Where the word "roads" appears in a line of the entries below, count that line and give the total alone.

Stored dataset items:
>>

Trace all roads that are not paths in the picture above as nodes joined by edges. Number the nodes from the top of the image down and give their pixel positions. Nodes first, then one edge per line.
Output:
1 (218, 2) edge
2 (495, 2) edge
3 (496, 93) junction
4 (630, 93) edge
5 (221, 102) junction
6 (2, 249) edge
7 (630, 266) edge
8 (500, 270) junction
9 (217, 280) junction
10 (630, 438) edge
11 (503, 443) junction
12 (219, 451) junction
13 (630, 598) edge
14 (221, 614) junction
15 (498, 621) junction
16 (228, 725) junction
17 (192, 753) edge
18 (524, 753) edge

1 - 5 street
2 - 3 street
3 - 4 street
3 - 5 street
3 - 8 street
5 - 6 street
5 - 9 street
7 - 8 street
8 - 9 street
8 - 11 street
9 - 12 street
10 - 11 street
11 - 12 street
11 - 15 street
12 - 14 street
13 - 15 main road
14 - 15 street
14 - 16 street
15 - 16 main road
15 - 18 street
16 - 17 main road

<<
>>

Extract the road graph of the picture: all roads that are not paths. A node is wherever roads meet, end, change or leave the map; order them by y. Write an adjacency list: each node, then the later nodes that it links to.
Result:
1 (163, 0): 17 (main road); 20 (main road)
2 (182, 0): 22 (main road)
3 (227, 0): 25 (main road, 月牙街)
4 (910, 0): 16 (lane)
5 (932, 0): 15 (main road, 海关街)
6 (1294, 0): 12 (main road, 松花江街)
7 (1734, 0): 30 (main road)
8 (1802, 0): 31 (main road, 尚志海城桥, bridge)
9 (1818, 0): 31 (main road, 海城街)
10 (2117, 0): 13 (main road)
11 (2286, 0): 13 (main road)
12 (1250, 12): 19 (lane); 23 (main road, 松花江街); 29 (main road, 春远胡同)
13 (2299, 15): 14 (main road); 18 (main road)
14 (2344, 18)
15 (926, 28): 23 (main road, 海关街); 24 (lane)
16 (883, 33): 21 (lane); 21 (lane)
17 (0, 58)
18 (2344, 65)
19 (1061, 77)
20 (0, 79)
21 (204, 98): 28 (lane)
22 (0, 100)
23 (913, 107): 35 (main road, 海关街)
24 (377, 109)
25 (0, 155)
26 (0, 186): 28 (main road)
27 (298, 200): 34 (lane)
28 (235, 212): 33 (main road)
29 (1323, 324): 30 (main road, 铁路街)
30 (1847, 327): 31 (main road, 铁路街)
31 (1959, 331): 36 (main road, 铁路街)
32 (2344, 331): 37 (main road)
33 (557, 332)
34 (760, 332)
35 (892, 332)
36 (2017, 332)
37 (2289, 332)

<<

## Reply
2